The fatty acid chain elongation system of mammalian endoplasmic reticulum

Abstract

Much has been learned about FACES of the endoplasmic reticulum since its discovery in the early 1960s. FACES consists of four component reactions, requires the fatty acid to be activated in the form of a CoA derivative, utilizes reducing equivalents in the form of NADH or NADPH, is induced by a fat-free diet, resides on the cytoplasmic surface of the endoplasmic reticulum, appears to function in concert with the desaturase system and appears to exist in multiple forms (either multiple condensing enzymes connected to a single pathway or multiple pathways). FACES has been found in all tissues investigated, namely, liver, brain, kidney, lung, adrenals, retina, testis, small intestine, blood cells (lymphocytes and neutrophils) and fibroblasts, with one exception--the heart has no measurable activity. Yet, much more needs to be learned. The critical, inducible and rate-limiting condensing enzyme has resisted solubilization and purification; the purification of the other components has met with limited success.

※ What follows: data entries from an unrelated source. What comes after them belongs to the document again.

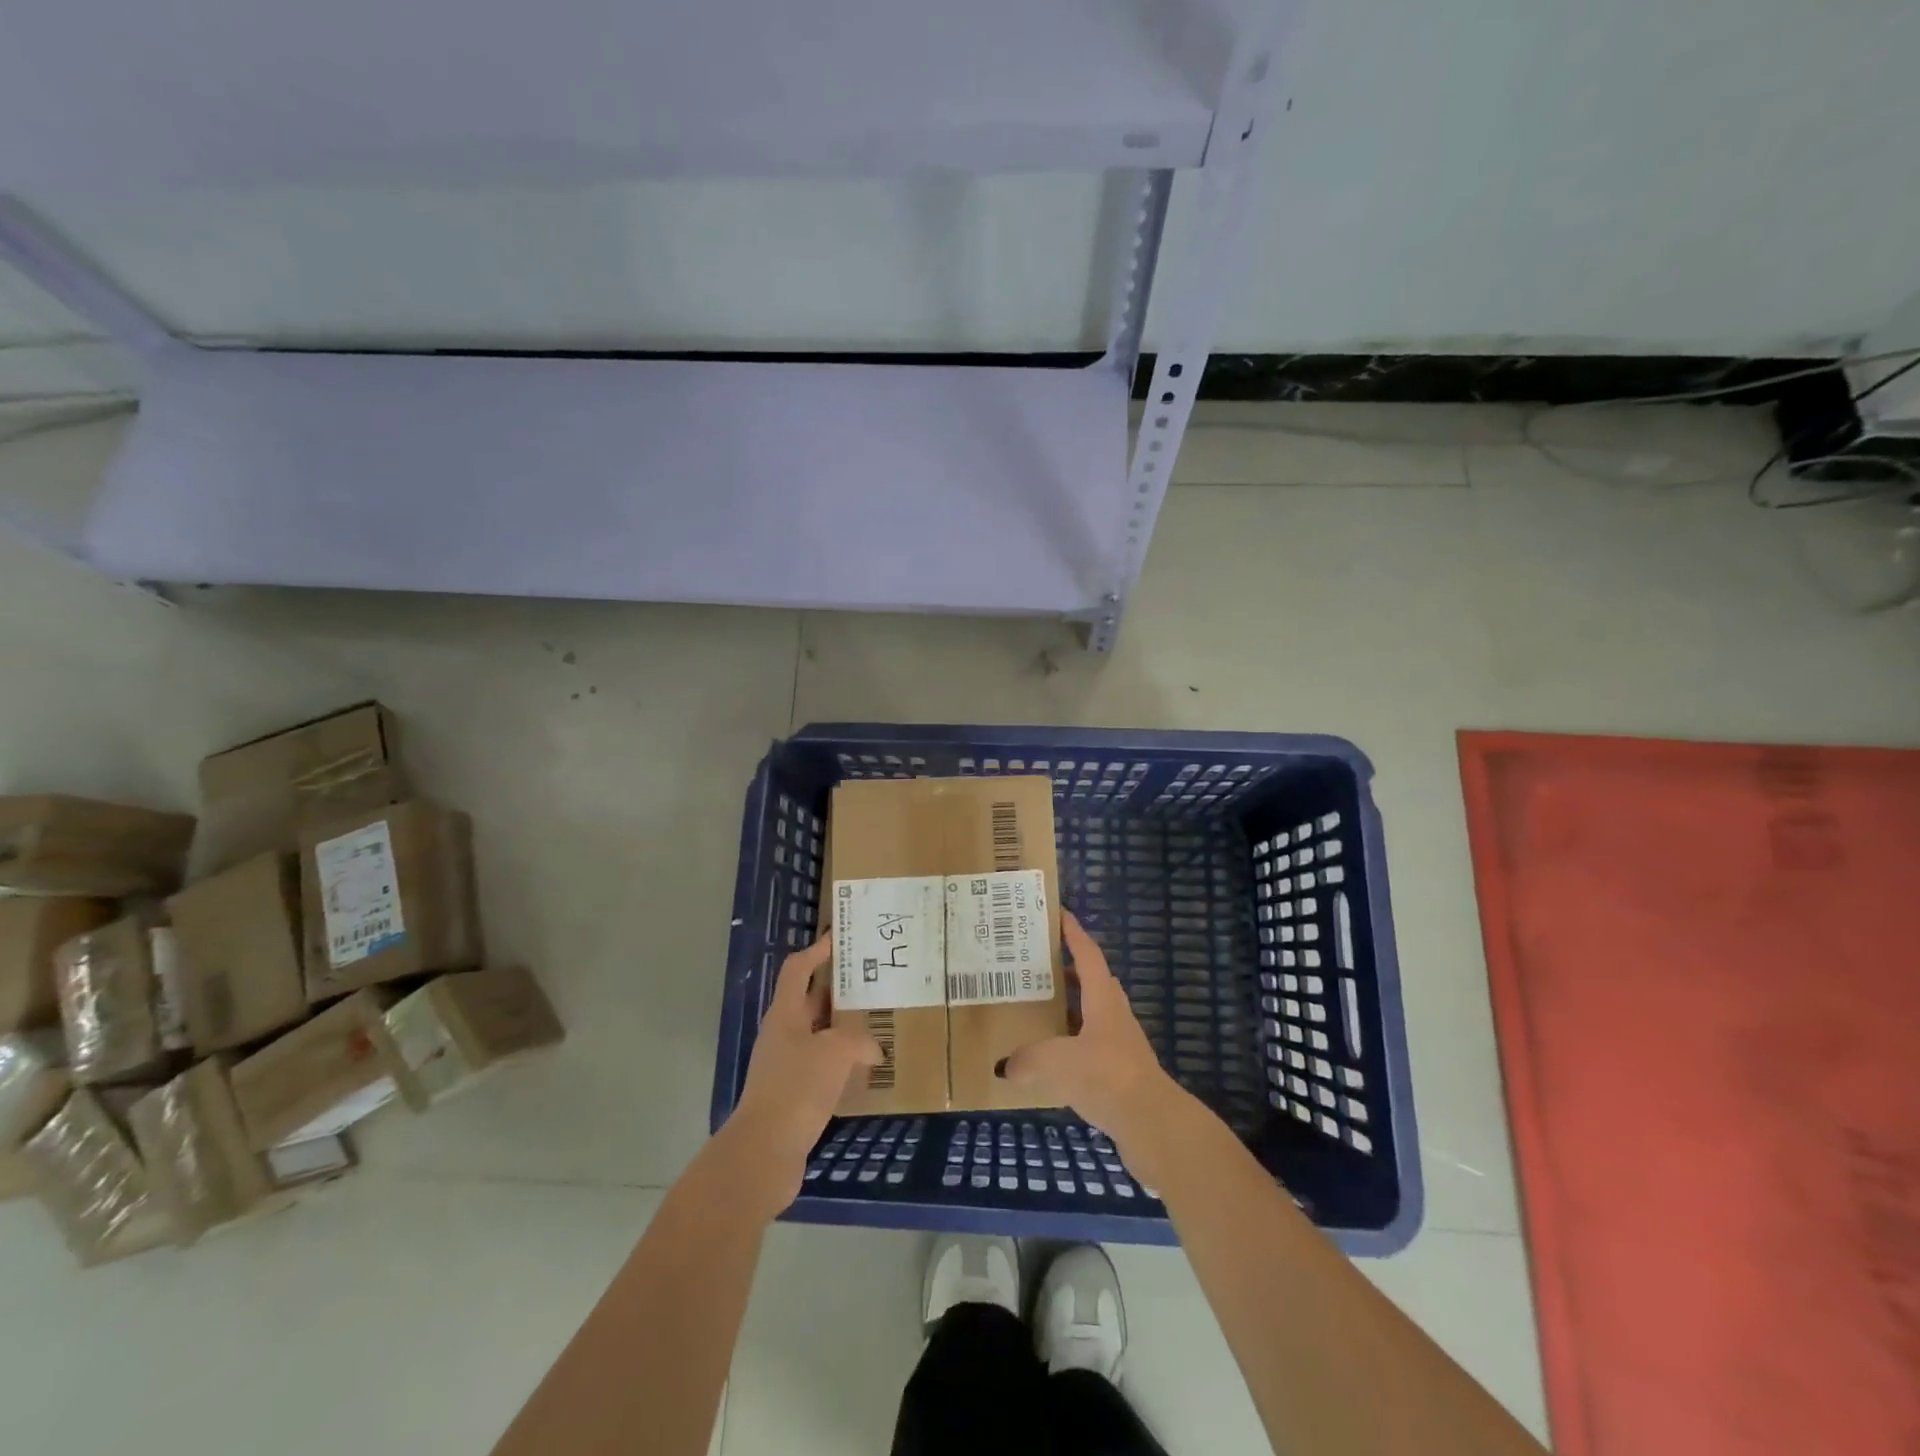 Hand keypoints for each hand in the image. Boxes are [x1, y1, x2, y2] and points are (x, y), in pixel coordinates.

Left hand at [724, 933, 880, 1211]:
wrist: (764, 1153)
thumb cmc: (797, 1088)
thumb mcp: (835, 1052)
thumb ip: (858, 1040)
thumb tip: (872, 1049)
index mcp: (785, 1014)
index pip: (798, 969)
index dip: (817, 951)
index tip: (840, 938)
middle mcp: (783, 1035)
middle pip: (811, 1001)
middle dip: (839, 991)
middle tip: (874, 982)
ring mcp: (786, 1066)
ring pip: (820, 1036)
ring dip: (845, 1029)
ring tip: (879, 1024)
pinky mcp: (794, 1096)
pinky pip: (823, 1068)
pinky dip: (843, 1063)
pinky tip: (867, 1070)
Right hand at [1001, 912, 1181, 1154]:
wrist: (1152, 1125)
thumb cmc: (1106, 1077)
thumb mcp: (1057, 1062)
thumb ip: (1028, 1060)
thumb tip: (1005, 1066)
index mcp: (1103, 1001)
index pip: (1089, 956)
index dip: (1074, 934)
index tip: (1060, 915)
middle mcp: (1115, 1016)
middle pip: (1094, 982)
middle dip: (1070, 969)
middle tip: (1040, 964)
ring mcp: (1121, 1046)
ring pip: (1093, 1015)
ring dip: (1072, 1008)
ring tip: (1041, 1009)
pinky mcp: (1121, 1074)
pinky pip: (1092, 1047)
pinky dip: (1073, 1044)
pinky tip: (1053, 1059) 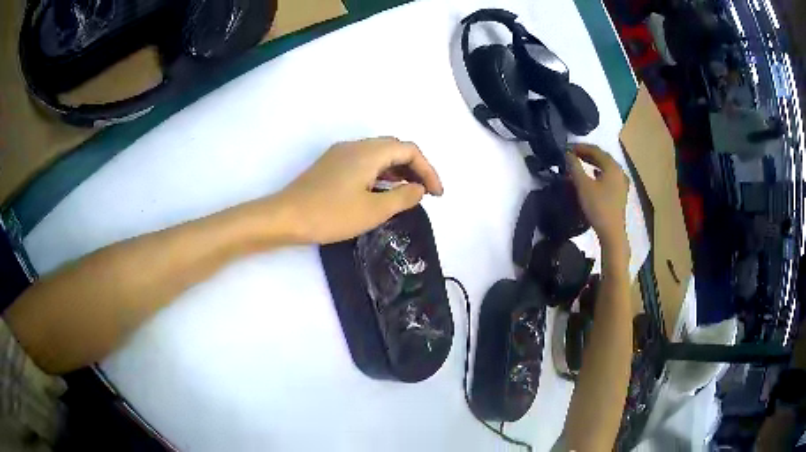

We know nothing about the site of synthesis of each component of FACES. How is each component enzyme integrated into the endoplasmic reticulum membrane? Is there a single mRNA directing synthesis of all four components or are there four separate mRNAs? How are elongation and desaturation coordinated? What is (are) the physiological regulator(s) of FACES--ADP, AMP, IP3, G-proteins, phosphorylation, CoA, Ca2+, cAMP, none of these? The molecular biology of FACES is only in the fetal stage of development. We are only scratching the surface--it is an undiscovered country.